Louise Rigglesford, senior community and outreach manager at the CFT, explains how it all came about: “This is a new initiative that we launched this year. We had auditions back in February for anybody aged 25 or over and we wanted a group of 20 people.
"All the information that I was able to give them was that they were going to be doing a public performance, and we were able to confirm at the time that it would be part of the Festival of Chichester.
"We had around 70 people audition which we were absolutely thrilled with. We had an instinct that there would be an appetite for this and the numbers that auditioned were proof of the pudding. We repeated the workshop four times during the day and what we were really focusing on was collaboration. We were not necessarily looking for people that have done loads of things before. We were looking for people who were able to work with people who are different to them, perhaps in approach or opinion. We wanted people who are skilled in collaboration and were open for the challenge. The whole idea was we wanted to give everybody the full ownership of the piece and throughout the process all the big decisions have been theirs.”

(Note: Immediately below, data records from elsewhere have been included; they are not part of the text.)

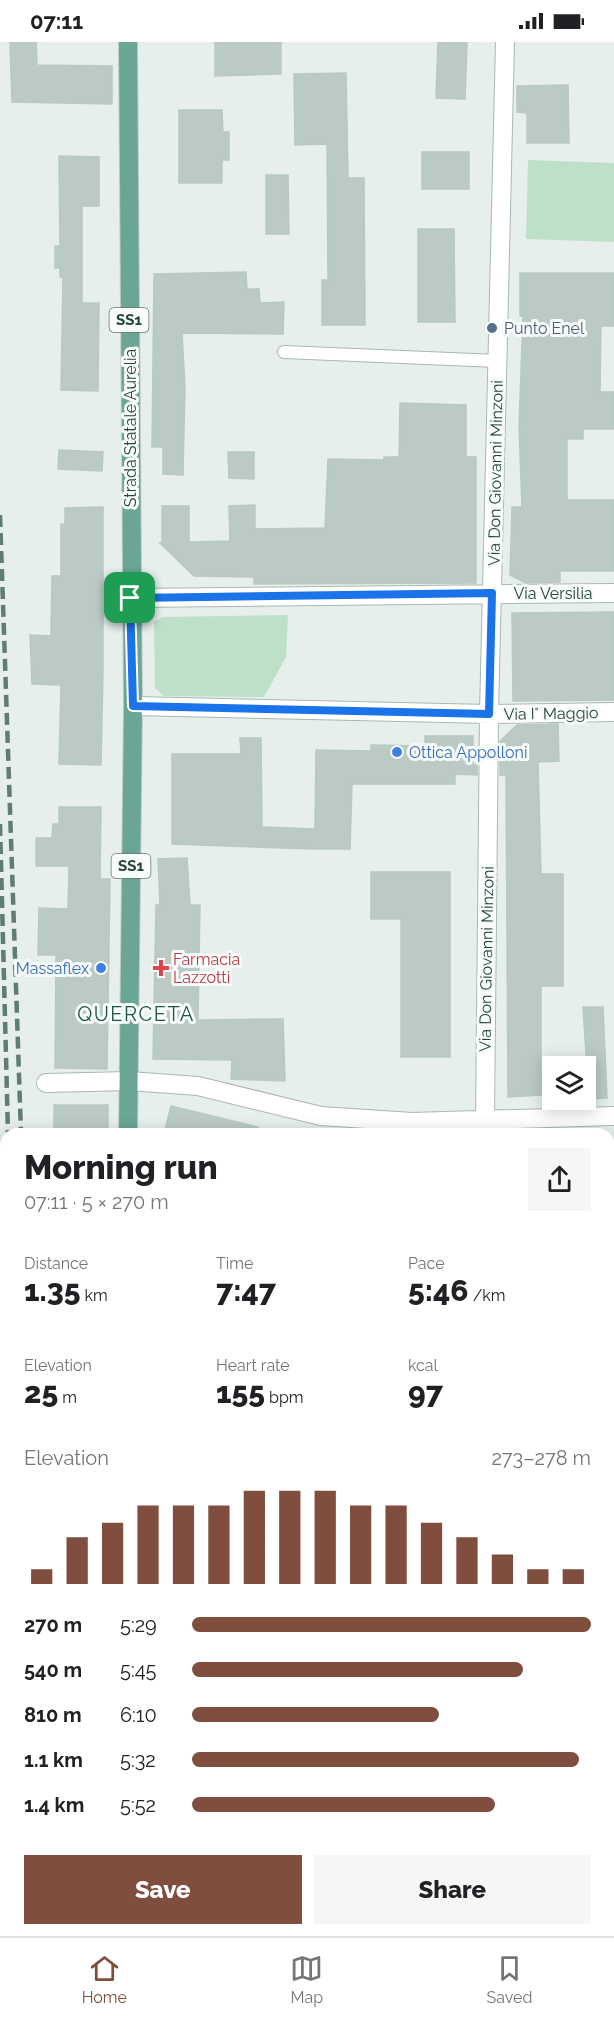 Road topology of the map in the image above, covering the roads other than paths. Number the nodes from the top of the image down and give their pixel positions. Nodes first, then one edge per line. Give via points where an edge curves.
1 (128, 42) edge
2 (505, 42) edge
3 (284, 352) dead end
4 (498, 361) junction
5 (614, 592) edge
6 (492, 593) junction
7 (130, 598) junction
8 (133, 706) junction
9 (614, 712) edge
10 (489, 714) junction
11 (129, 1081) junction
12 (46, 1083) dead end
13 (614, 1116) edge
14 (485, 1119) junction
15 (321, 1125) edge
16 (128, 1128) edge
17 (418, 1128) edge

1 - 7 main road, Strada Statale Aurelia / SS1
2 - 4 street, Via Don Giovanni Minzoni
3 - 4 lane
4 - 6 street, Via Don Giovanni Minzoni
5 - 6 street, Via Versilia
6 - 7 street, Via Versilia
6 - 10 street, Via Don Giovanni Minzoni
7 - 8 main road, SS1
8 - 10 street, Via I° Maggio
8 - 11 main road, SS1
9 - 10 street, Via I° Maggio
10 - 14 street, Via Don Giovanni Minzoni
11 - 12 street
11 - 15 street via 198,1086
11 - 16 main road, SS1
13 - 14 street
14 - 17 street
15 - 17 street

But the key thing was to create a show in response to this year's Chichester Festival Theatre season.
"The new company looked at the plays that were coming up and decided to focus on three of the pieces being performed this year, A View From The Bridge, Rock Follies and Never Have I Ever: “They were all pieces that took an interesting look at certain themes like feminism and interpersonal relationships and how they have changed. A View From The Bridge was the furthest back in the past, Rock Follies was 70s and 80s and Never Have I Ever was the most recent.”
Working together, they evolved the piece that they will be performing at Graylingwell Chapel: “It is set in a failing restaurant called The Phoenix and really it's the stories of the staff and the clientele of the restaurant at a particularly troubled moment for the restaurant. It is a composite piece, a series of stories and characters. And we worked with the playwright Lucy Flannery who has helped us to link it all together with the storyline. People have responded incredibly well and it has been such an exciting thing to see how things have developed. As I said, people have taken huge levels of ownership in the piece. There have been lots of people who've been home working and thinking about it at home to the extent that there was a group that said that they had musical skills and wanted to add in a couple of songs. They've all really worked together brilliantly. The feedback both formally and informally has been fantastic.”
And the hope is that it will build a platform for future years: “This is the first time we've done it and I would really hope that it acts as a pilot and that it could develop as an annual programme and that we will be back at the Festival of Chichester next year.”